Saturday, October 2, 2010

Introducing FlightCrew, the epub validator

I’ve been talking about this for a while under the name of “that epub validating library”, and now it has a name. That name is FlightCrew.

It’s a C++, cross-platform, native code epub validator (it’s also open source). The project is composed of three parts:

  1. FlightCrew, the validation library;
  2. FlightCrew-cli, the command-line front-end to the FlightCrew library;
  3. FlightCrew-gui, the GUI front-end to the FlightCrew library.

There are installers and DMG’s for download that package FlightCrew-gui, which provides a nice GUI interface to the underlying library. Errors have a reddish background (ok, it’s pink), while warnings have a yellow one. Here’s a screenshot:

I’ve kept the interface to a minimum on purpose. There’s something to be said about simplicity. As Antoine de Saint-Exupéry said: “Perfection is achieved, not when there is nothing more to add, but when there is nothing left to take away.”

You can also drag files from your desktop or file browser and drop them on the FlightCrew-gui window. This will instantly run validation checks on it. This drag-and-drop interface works on all platforms.

FlightCrew-cli is included in all packages of FlightCrew-gui, and does the same thing as that application only from a command-line interface. It works the way epubcheck works—feed it a file, it spews out warnings and errors if necessary.

The current version number for all this is 0.7.0, which I’m using as a sort-of indication of it’s completness. I started working on this back in July, but since there was a rather lovely summer between now and then, it has only had about a month and a half’s work put into it. It’s still roughly 20 KLOC with a complete test suite, so it’s no slouch.

Why FlightCrew is better than epubcheck

First off, “better” is a dirty word. Each tool has its pros and cons. Epubcheck’s (EC) advantage is that it checks for a few things FlightCrew (FC) doesn’t (yet). But the reverse is also true: FC checks for a lot of things EC doesn’t. Off the top of my head, FC performs an extensive reachability analysis and will warn you if you have some resources listed in the manifest that are not used anywhere. It will also report an error if you have an OPS1 document that the user can reach—through the <guide> or <tours> element, the NCX or just normal links in the text—but that is not listed in the <spine>. This is one crucial mistake that can now be caught. Reachability analysis also catches files that are used but not present in the manifest.

There are many other things that FC will check for that EC will not, and most of those you care about deeply and just don’t know it. The things EC checks for that FC doesn’t? Two “big ones”: OPF-listed fallbacks and DTBook syntax verification. If you haven’t heard of either, then you’ve never used them, never will and probably shouldn’t. These are very rarely used features of epub that I have personally never seen used in practice. But they’re big parts of the epub specifications so FC should check for them (and will, fairly soon) for the sake of completeness. There are a few other odds and ends that EC looks for but FC doesn’t.

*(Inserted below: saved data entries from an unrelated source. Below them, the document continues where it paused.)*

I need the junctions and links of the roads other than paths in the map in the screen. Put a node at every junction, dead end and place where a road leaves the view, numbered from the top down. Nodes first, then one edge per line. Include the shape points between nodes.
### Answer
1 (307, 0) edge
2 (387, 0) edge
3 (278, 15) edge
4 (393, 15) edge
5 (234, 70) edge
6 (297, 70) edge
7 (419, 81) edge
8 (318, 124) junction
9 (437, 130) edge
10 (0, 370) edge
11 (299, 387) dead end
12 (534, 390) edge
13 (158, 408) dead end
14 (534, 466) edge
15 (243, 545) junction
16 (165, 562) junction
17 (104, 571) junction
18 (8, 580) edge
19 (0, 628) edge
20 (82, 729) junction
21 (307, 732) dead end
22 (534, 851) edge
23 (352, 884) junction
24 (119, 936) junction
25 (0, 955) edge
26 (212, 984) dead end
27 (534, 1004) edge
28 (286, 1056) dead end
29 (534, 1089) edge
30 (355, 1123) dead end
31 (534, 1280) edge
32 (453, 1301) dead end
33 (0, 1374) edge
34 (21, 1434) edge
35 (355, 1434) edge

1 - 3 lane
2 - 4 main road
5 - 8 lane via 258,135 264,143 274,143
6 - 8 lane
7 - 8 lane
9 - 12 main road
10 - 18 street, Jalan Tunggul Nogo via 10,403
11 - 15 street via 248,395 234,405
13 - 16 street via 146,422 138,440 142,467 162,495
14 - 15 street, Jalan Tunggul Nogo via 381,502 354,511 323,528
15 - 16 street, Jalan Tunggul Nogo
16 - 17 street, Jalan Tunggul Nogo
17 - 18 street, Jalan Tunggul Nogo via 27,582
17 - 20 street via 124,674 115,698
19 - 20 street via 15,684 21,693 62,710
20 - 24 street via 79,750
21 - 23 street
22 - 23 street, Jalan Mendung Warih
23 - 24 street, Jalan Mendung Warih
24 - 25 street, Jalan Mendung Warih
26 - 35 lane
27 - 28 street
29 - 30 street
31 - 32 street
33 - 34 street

But here’s where FC blows EC out of the water…

Error reporting done right

Let’s pretend I don’t know most of the epub specs by heart and that I’m a newcomer to epub. I made my first epub book, and I’ve heard that I should validate it. I’ve downloaded both FC and EC and now I’m going to use both. I’m going to use EC first because I’ve heard it’s “what the pros use”. Note that the a pair of EC/FC examples refers to the exact same problem with the file, and the messages usually come with line numbers (unless otherwise specified) which have been omitted. Commentary has been added for the sake of ridicule.

EC: length of first filename in archive must be 8, but was 19 [no line number, ed.]

Um… what? WTF is that supposed to mean? What filename? And why must it be exactly 8? What the hell are you talking about?

FC: Bytes 30-60 of your epub file are invalid. This means that one or more of the following rules are not satisfied:
  1. There needs to be a "mimetype" file in the root folder.
  2. Its content needs to be *exactly* "application/epub+zip".
  3. It needs to be the first file in the epub zip archive.
  4. It needs to be uncompressed. [no line number, ed.]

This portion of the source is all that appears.